L’auditoire de Sam demeurant bouche béante, il ne pouvait mieux faire que de continuer.

« Vous pas comprendre, peut-être, amis et frères nèg’s, poursuivit Sam, s’enfonçant dans les profondeurs abstraites de son thème, vous pas comprendre quoi que c’est que pressistance ? chose pas toujours claire à chacun de nous aut’s. Tenez, quand un quelqu’un veut aujourd’hui une chose, et demain le contraire de cette chose, les gens diront pas pressistant. Être naturel eux le dire.

— Passe-moi ce morceau de gâteau, Andy. — Mais voyons un brin au fin fond de l’affaire. — J’espère les gentilshommes et le beau sexe vouloir bien excuser moi faire une comparaison. Moi, Sam, vouloir grimer par là-haut sur une meule de foin ; eh bien, moi, Sam, mettre mon échelle de ce côté : l’échelle pas bien tenir ? moi la mettre de l’aut’ côté. Suis-je pas pressistant ? moi, toujours vouloir monter sur la meule ! voyez-vous pas ça, vous autres ?

— Être votre unique pressistance, bien sûr, dit tante Chloé, attristée par les réjouissances de la soirée qui, selon la comparaison de l’Écriture, étaient pour elle comme du vinaigre sur du nitre.

— Oui, en vérité, s’écria Sam, regorgeant de victuailles et de gloire, et se levant pour la péroraison : oui, compagnons et frères, et dames des aut’ sexes en général, j’ai des principes — je m’en vante ; ils pressistent à ce jour et à tous les jours ; — j’ai des principes et je m’y cramponne. — Dès que Sam pense un principe être là, Sam y courir ; — on peut brûler Sam tout vif, Sam courir au poteau ; — Sam aller et dire : Ici moi suis venu, moi, Sam, répand’ mon dernier sang pour mes principes, pour ma patrie, et pour les générals intérêts de la société.

— Eh bien, reprit tante Chloé, qu’un de tes principes soit d’aller te coucher, et vite ! Comptes-tu les tenir là toute la nuit ? Maintenant à vous aut’, petite engeance ! celui qui ne veut pas être tapé n’a qu’à décamper au plus tôt.

— Nèg’s ! et vous tous, dit Sam, faisant ondoyer sa feuille de palmier en saluant avec majesté : moi, vous bénis tous ! Allez à vos lits, et soyez sages ! »

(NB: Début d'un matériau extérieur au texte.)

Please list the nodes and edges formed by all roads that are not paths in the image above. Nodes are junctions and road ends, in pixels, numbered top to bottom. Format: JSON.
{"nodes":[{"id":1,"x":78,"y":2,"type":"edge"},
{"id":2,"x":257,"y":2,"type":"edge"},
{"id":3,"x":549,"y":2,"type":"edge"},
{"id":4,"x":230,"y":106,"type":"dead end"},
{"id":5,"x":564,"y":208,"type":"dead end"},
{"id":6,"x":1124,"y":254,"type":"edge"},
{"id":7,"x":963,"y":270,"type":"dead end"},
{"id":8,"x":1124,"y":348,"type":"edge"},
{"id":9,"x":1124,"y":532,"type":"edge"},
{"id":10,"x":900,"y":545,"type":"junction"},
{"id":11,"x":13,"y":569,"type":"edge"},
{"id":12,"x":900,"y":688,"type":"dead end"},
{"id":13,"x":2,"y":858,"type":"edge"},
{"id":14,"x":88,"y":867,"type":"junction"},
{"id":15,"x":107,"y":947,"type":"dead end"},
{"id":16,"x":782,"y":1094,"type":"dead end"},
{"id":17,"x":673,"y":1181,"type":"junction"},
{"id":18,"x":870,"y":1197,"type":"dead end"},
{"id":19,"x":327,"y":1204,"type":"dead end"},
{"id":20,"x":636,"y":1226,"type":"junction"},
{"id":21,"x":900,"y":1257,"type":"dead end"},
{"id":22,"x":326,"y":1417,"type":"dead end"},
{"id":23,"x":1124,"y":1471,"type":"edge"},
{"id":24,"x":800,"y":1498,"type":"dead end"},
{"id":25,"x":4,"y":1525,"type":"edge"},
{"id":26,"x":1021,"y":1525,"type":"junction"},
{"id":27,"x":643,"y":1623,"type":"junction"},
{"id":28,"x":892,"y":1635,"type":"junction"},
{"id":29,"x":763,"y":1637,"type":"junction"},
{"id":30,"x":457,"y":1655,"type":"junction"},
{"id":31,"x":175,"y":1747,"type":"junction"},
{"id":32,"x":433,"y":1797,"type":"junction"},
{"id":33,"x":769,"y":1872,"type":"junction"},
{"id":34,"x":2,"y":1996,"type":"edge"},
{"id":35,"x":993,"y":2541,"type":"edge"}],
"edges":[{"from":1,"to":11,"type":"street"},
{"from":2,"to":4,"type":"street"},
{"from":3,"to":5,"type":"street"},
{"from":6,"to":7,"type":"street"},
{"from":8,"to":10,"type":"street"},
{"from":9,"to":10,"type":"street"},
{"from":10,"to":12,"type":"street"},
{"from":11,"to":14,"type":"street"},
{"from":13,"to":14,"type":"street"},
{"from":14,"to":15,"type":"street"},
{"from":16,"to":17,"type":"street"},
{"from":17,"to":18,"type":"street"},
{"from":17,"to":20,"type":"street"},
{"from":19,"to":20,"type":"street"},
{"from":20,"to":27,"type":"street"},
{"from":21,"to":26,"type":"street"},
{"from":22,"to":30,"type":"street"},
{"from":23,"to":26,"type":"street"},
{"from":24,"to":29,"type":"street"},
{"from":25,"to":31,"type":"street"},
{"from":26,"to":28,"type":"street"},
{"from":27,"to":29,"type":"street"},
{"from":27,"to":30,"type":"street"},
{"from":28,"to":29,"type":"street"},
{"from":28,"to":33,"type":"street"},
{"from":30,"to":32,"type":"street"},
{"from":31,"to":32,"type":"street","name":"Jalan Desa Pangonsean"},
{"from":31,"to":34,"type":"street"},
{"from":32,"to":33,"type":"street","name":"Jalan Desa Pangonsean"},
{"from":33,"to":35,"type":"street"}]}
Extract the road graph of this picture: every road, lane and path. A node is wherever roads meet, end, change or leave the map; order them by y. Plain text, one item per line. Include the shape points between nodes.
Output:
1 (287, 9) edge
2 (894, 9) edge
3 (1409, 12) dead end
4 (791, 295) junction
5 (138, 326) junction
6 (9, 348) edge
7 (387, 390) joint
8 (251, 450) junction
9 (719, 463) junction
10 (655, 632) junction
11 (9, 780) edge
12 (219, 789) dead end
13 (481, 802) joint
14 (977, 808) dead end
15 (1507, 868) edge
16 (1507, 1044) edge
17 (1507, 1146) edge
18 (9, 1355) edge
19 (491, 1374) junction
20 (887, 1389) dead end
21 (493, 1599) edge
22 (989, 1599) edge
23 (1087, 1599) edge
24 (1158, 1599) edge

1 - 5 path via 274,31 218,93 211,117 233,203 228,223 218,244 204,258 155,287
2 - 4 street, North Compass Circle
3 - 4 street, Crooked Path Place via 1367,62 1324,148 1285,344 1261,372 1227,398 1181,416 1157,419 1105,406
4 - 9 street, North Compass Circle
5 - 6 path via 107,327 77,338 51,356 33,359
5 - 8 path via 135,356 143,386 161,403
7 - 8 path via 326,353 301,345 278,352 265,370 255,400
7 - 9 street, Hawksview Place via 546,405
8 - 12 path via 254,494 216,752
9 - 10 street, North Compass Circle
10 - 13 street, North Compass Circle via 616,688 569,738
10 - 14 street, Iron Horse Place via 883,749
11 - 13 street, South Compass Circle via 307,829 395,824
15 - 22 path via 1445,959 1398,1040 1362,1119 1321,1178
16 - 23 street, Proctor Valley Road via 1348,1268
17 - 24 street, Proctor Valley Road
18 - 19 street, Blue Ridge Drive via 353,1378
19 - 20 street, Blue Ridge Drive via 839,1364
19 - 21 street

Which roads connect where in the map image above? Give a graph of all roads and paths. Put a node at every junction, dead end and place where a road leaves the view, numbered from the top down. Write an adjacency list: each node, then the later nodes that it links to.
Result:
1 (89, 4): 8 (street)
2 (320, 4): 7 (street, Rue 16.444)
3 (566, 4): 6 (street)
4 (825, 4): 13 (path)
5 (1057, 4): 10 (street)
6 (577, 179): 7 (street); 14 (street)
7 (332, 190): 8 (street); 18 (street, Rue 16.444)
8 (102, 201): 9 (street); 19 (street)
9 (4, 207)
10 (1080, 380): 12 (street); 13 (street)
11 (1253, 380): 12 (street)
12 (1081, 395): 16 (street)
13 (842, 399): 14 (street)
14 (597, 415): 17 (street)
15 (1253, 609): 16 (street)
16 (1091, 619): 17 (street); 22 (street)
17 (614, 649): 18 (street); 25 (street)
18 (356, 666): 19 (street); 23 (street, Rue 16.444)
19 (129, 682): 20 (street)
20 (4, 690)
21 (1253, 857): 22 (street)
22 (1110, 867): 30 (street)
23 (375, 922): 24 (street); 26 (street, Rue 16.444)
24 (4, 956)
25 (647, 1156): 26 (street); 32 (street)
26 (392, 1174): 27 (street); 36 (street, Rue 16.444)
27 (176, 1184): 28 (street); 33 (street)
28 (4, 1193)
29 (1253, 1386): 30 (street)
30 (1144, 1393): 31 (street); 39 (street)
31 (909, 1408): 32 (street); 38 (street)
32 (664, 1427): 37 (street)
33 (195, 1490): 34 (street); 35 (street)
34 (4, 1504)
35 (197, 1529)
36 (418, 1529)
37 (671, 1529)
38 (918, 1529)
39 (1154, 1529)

Munie de cette bénédiction pathétique, l’assemblée se dispersa.


  1. l’État de l’Ohio où l’esclavage n’existe pas, et qui est séparé du Kentucky par le fleuve du même nom. D’après la loi à laquelle il est souvent fait allusion dans ce livre, il y a maintenant extradition des esclaves de l’État libre où ils se réfugient à l’État d’où ils se sont enfuis. C’est en Canada seulement, l’ancienne terre française, sous la domination de l’Angleterre aujourd’hui, que les noirs fugitifs peuvent se croire en sûreté.